## [Collection entries]
*** Block opens ***

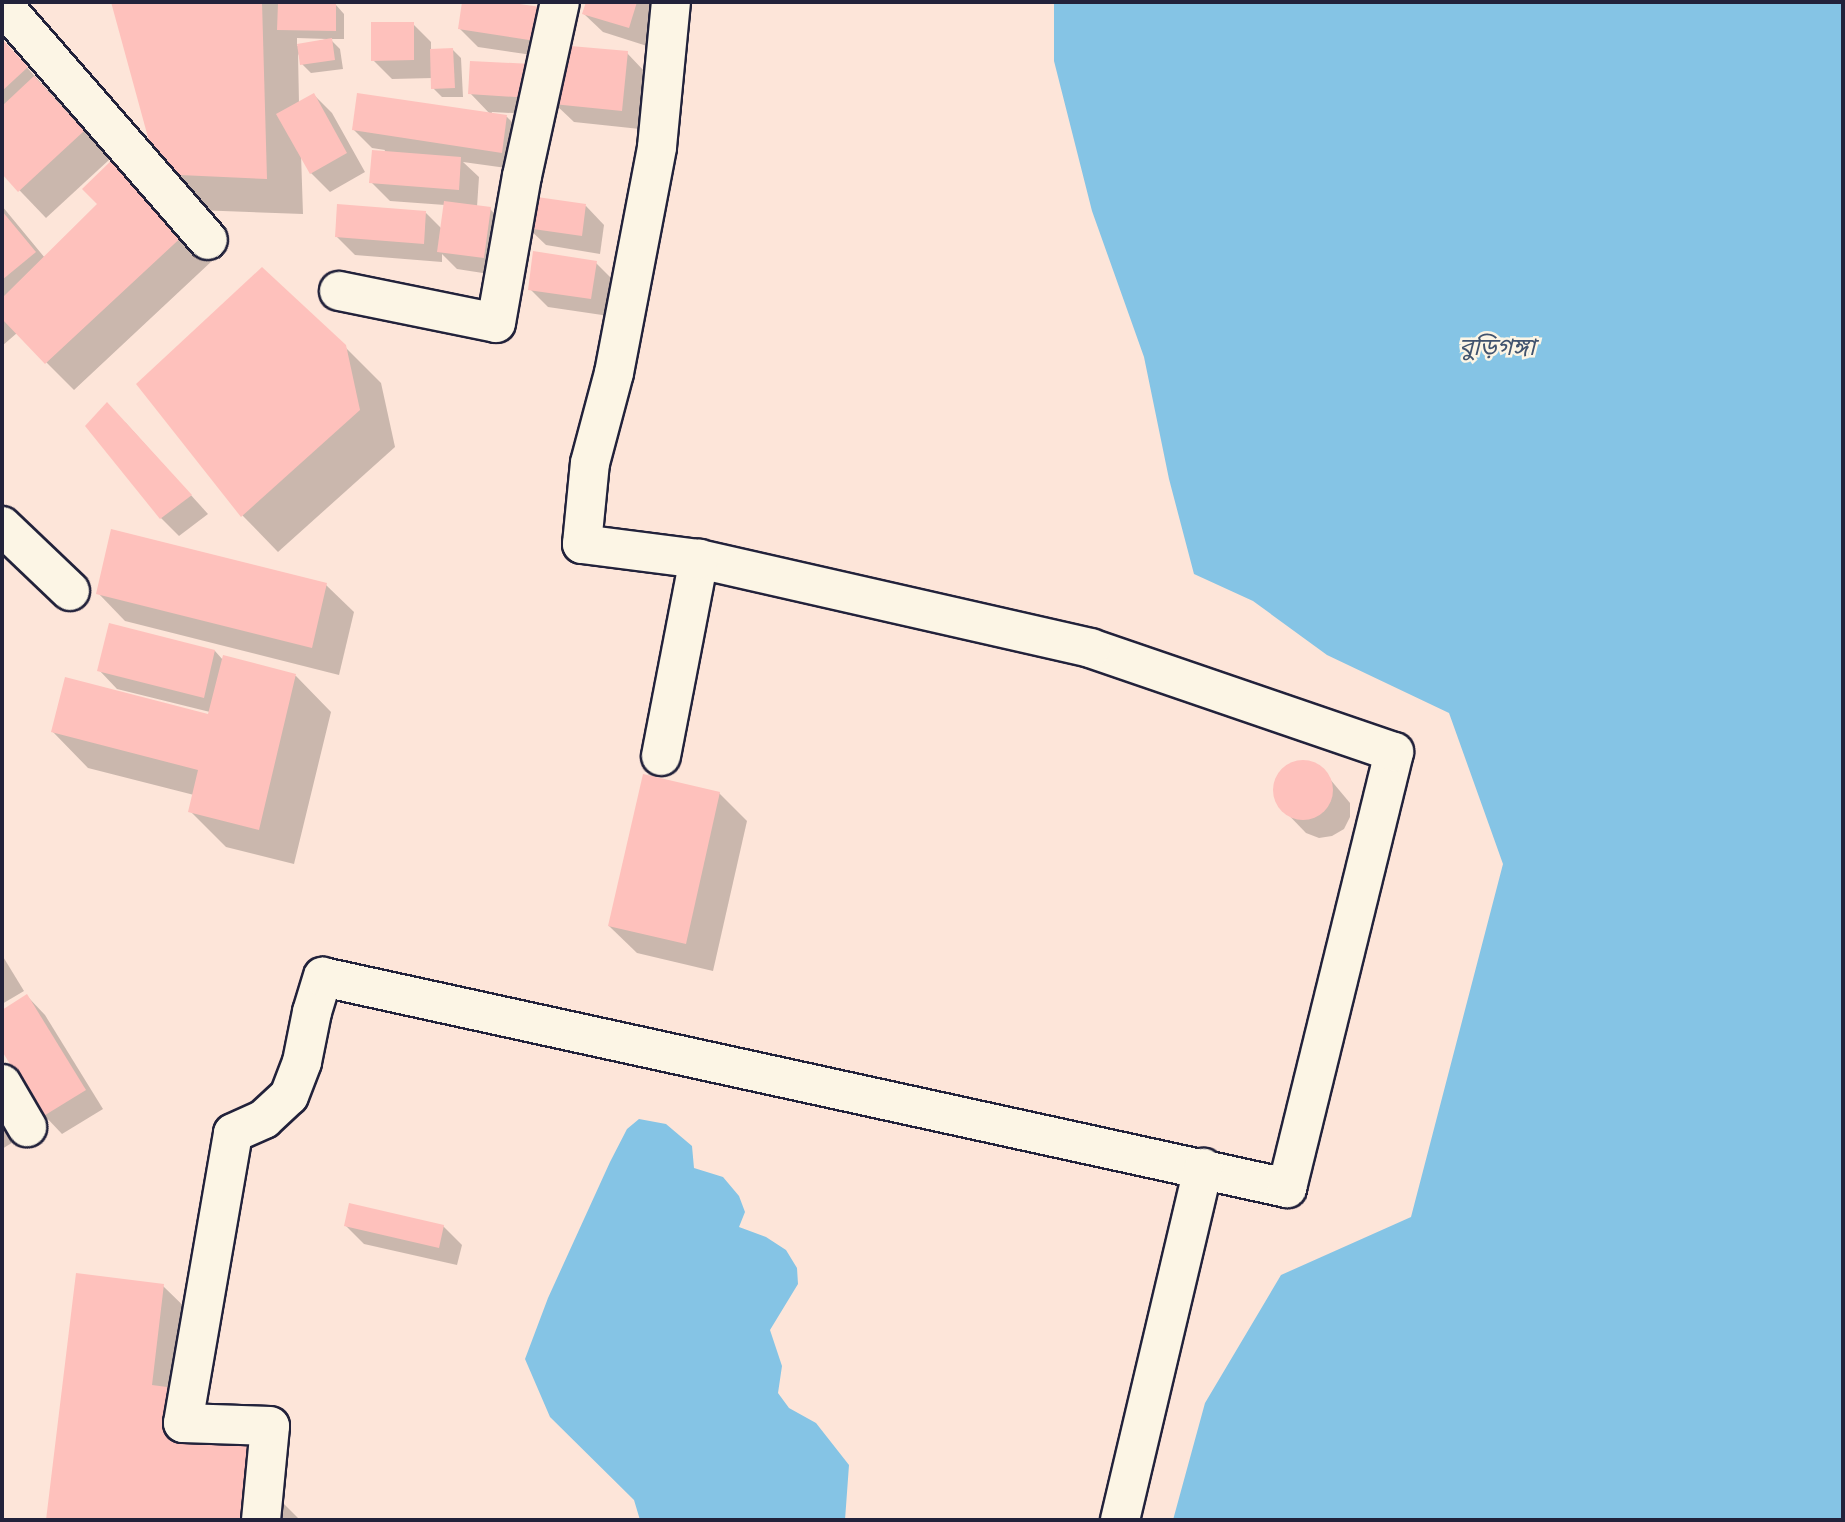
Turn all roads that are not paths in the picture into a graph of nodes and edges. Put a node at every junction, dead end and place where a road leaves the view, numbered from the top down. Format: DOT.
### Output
graph roads {
  1 [pos="560,2"];
  2 [pos="671,2"];
  3 [pos="2,4"];
  4 [pos="208,240"];
  5 [pos="339,291"];
  6 [pos="2,526"];
  7 [pos="699,559"];
  8 [pos="70,591"];
  9 [pos="662,756"];
  10 [pos="2,1084"];
  11 [pos="27,1127"];
  12 [pos="1203,1168"];
  13 [pos="261,1520"];
  14 [pos="1120,1520"];
  1 -- 5 [label="street"];
  2 -- 7 [label="street"];
  3 -- 4 [label="street"];
  6 -- 8 [label="street"];
  7 -- 9 [label="street"];
  7 -- 12 [label="street"];
  10 -- 11 [label="street"];
  12 -- 13 [label="street"];
  12 -- 14 [label="street"];
}
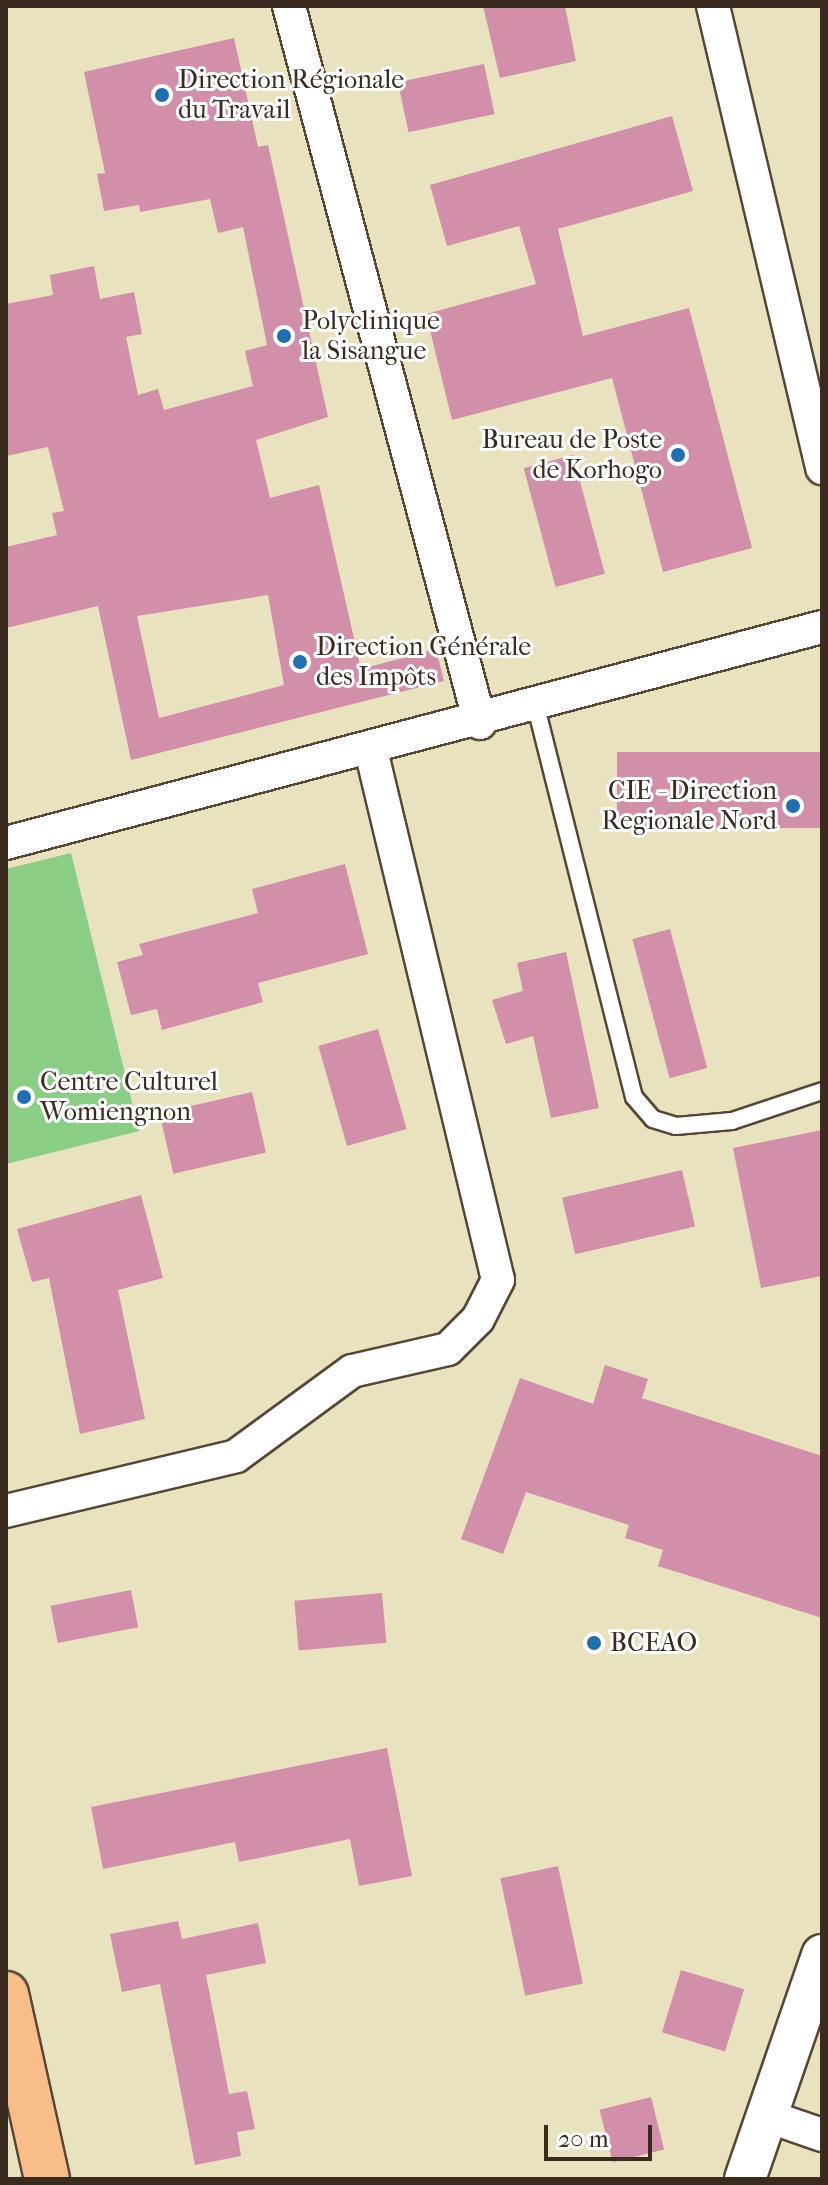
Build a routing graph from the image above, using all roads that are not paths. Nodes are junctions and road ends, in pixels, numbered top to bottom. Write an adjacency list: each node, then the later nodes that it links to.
1 (289, 6): 6 (street)
2 (713, 6): 3 (street)
3 (822, 468)
4 (822, 627): 5 (street)
5 (536, 707): 6 (street); 9 (lane)
6 (480, 723): 7 (street)
7 (371, 750): 8 (street); 10 (street)
8 (6, 843)
9 (822, 1091)
10 (6, 1511)
11 (822, 1955): 13 (street)
12 (6, 1994): 16 (main road)
13 (811, 2019): 14 (street)
14 (767, 2116): 15 (street); 17 (street)
15 (822, 2135)
16 (47, 2179)
17 (745, 2179)

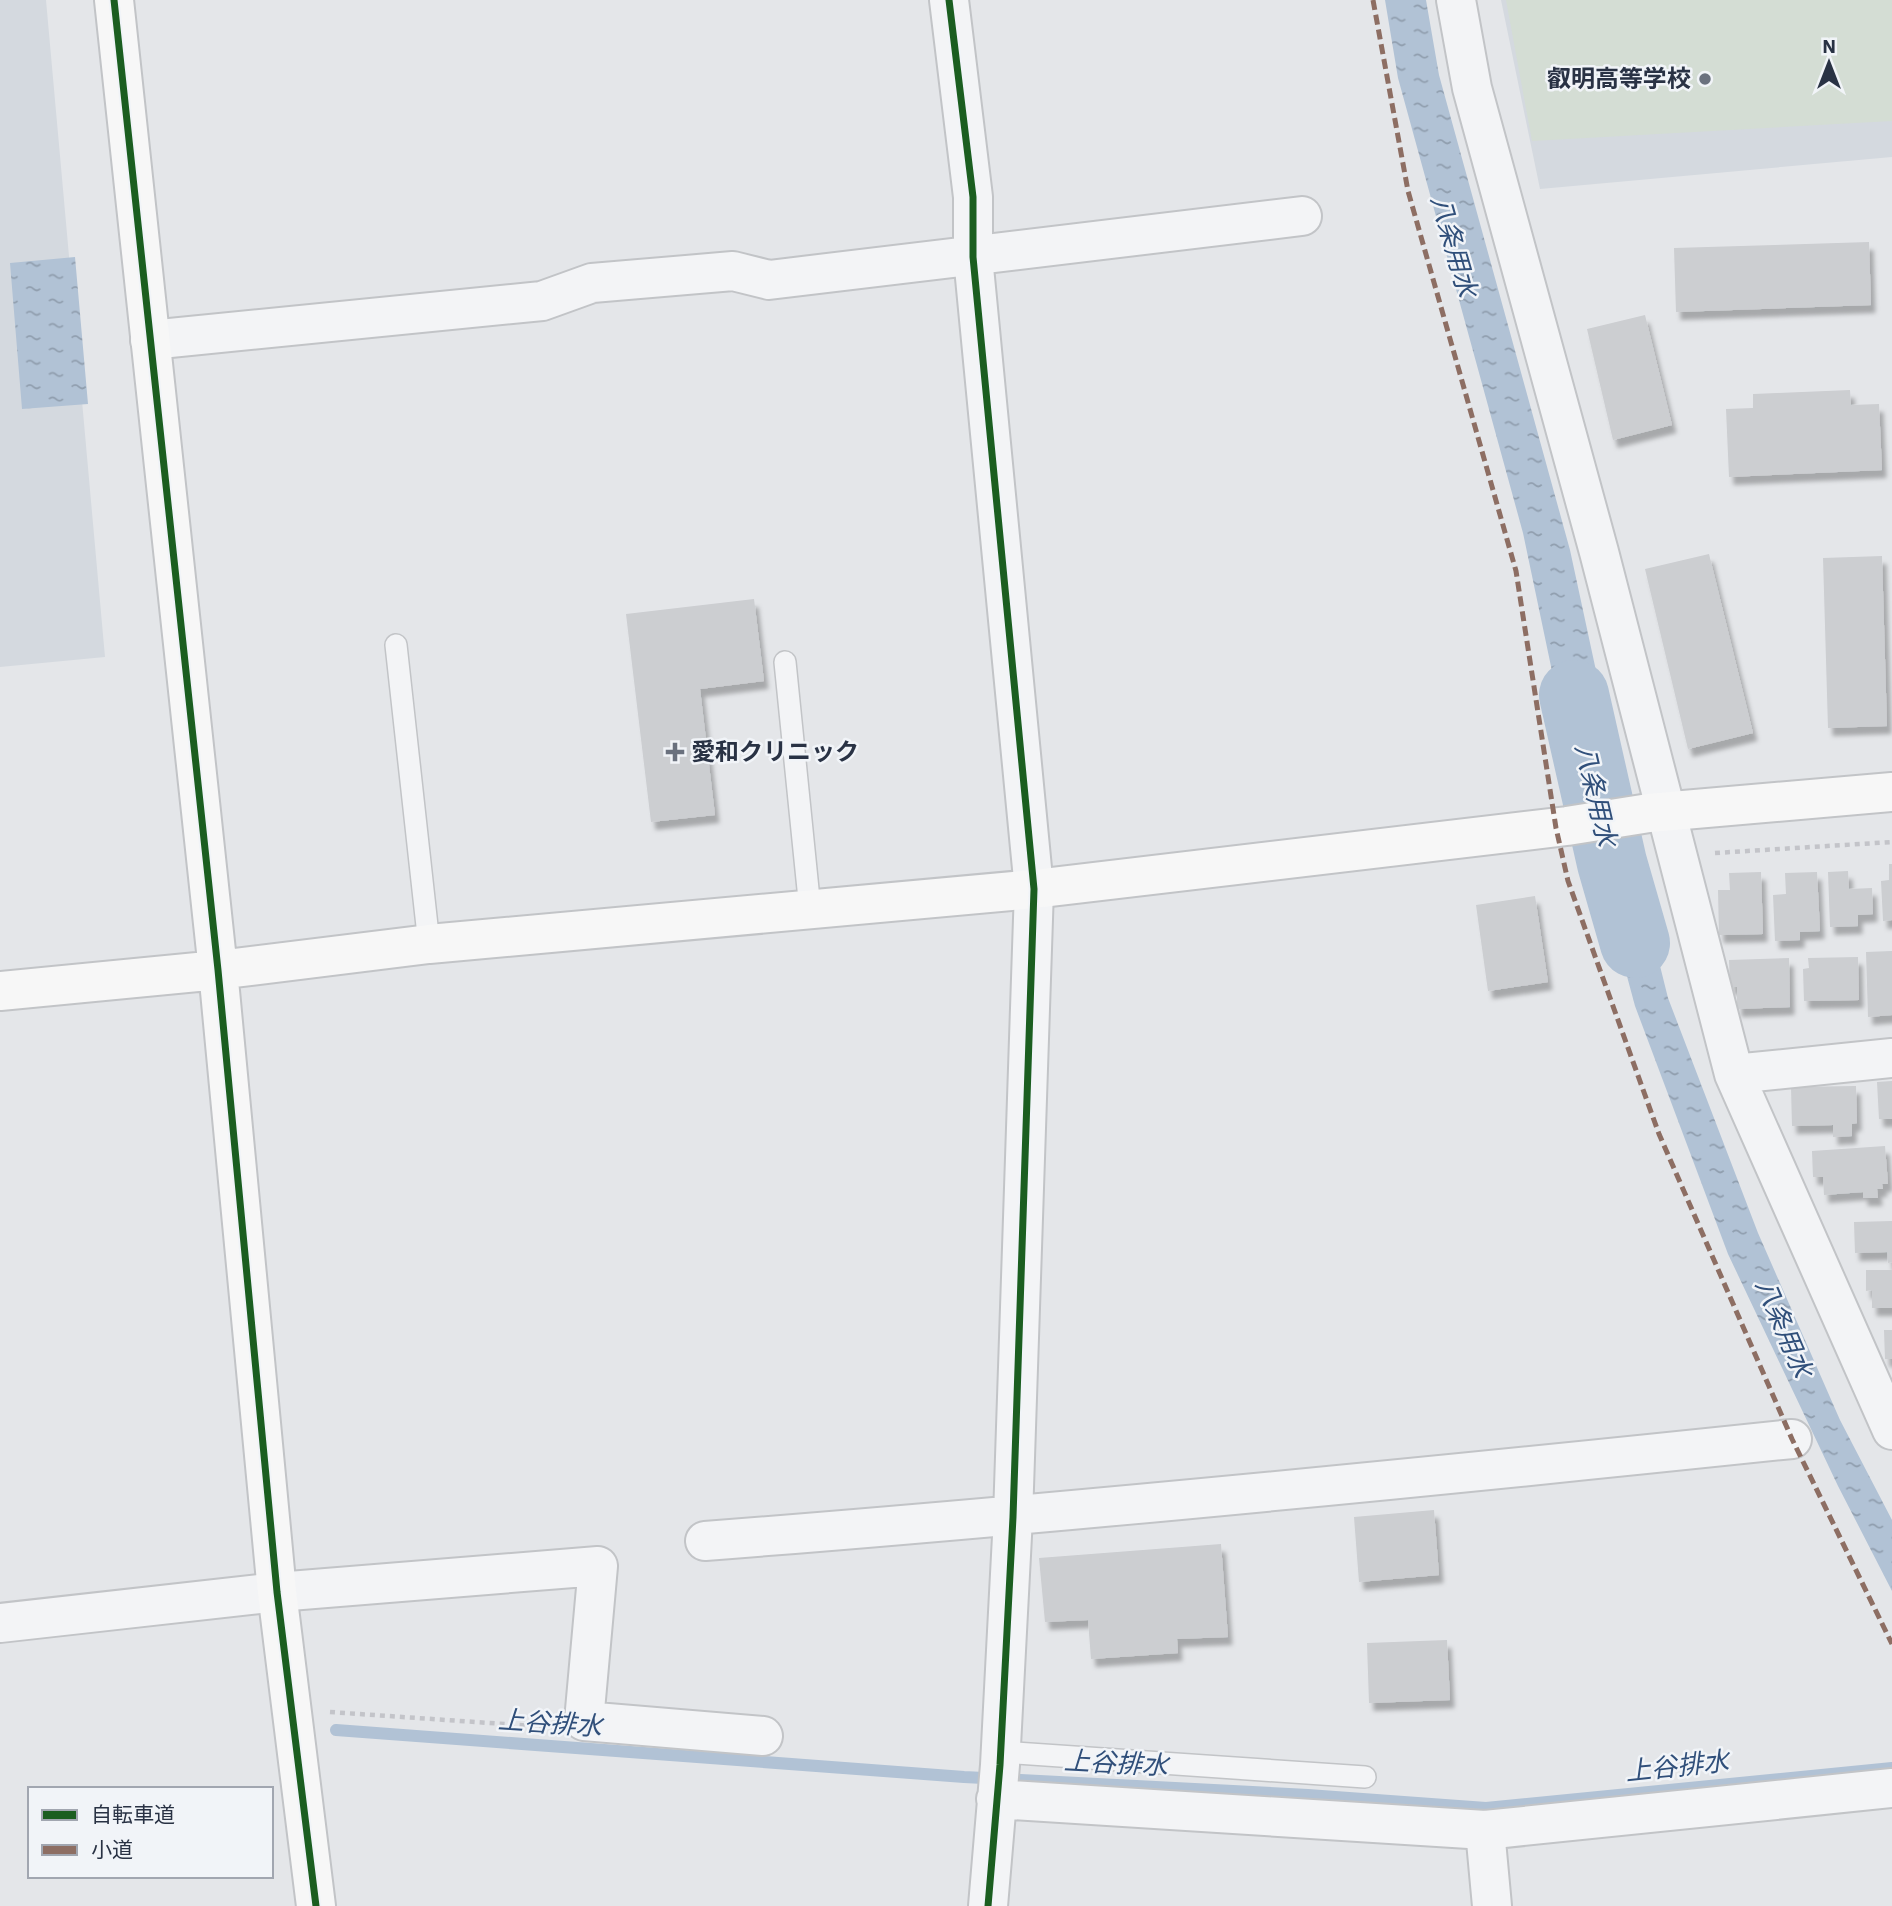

*** Block closes ***

## [REQUIRED ACTION]
Before handing back the copy, remove the pictures; otherwise print the data exactly.

## [RESPONSE AREA]
Turn all roads that are not paths in the picture into a graph of nodes and edges. Put a node at every junction, dead end and place where a road leaves the view, numbered from the top down. Format: DOT.
### Output
graph roads {
  1 [pos="560,2"];
  2 [pos="671,2"];
  3 [pos="2,4"];
  4 [pos="208,240"];
  5 [pos="339,291"];
  6 [pos="2,526"];
  7 [pos="699,559"];
  8 [pos="70,591"];
  9 [pos="662,756"];
  10 [pos="2,1084"];
  11 [pos="27,1127"];
  12 [pos="1203,1168"];
  13 [pos="261,1520"];
  14 [pos="1120,1520"];
  1 -- 5 [label="street"];
  2 -- 7 [label="street"];
  3 -- 4 [label="street"];
  6 -- 8 [label="street"];
  7 -- 9 [label="street"];
  7 -- 12 [label="street"];
  10 -- 11 [label="street"];
  12 -- 13 [label="street"];
  12 -- 14 [label="street"];
}
Build a routing graph from the image above, using all roads that are not paths. Nodes are junctions and road ends, in pixels, numbered top to bottom. Write an adjacency list: each node, then the later nodes that it links to.
1 (289, 6): 6 (street)
2 (713, 6): 3 (street)
3 (822, 468)
4 (822, 627): 5 (street)
5 (536, 707): 6 (street); 9 (lane)
6 (480, 723): 7 (street)
7 (371, 750): 8 (street); 10 (street)
8 (6, 843)
9 (822, 1091)
10 (6, 1511)
11 (822, 1955): 13 (street)
12 (6, 1994): 16 (main road)
13 (811, 2019): 14 (street)
14 (767, 2116): 15 (street); 17 (street)
15 (822, 2135)
16 (47, 2179)
17 (745, 2179)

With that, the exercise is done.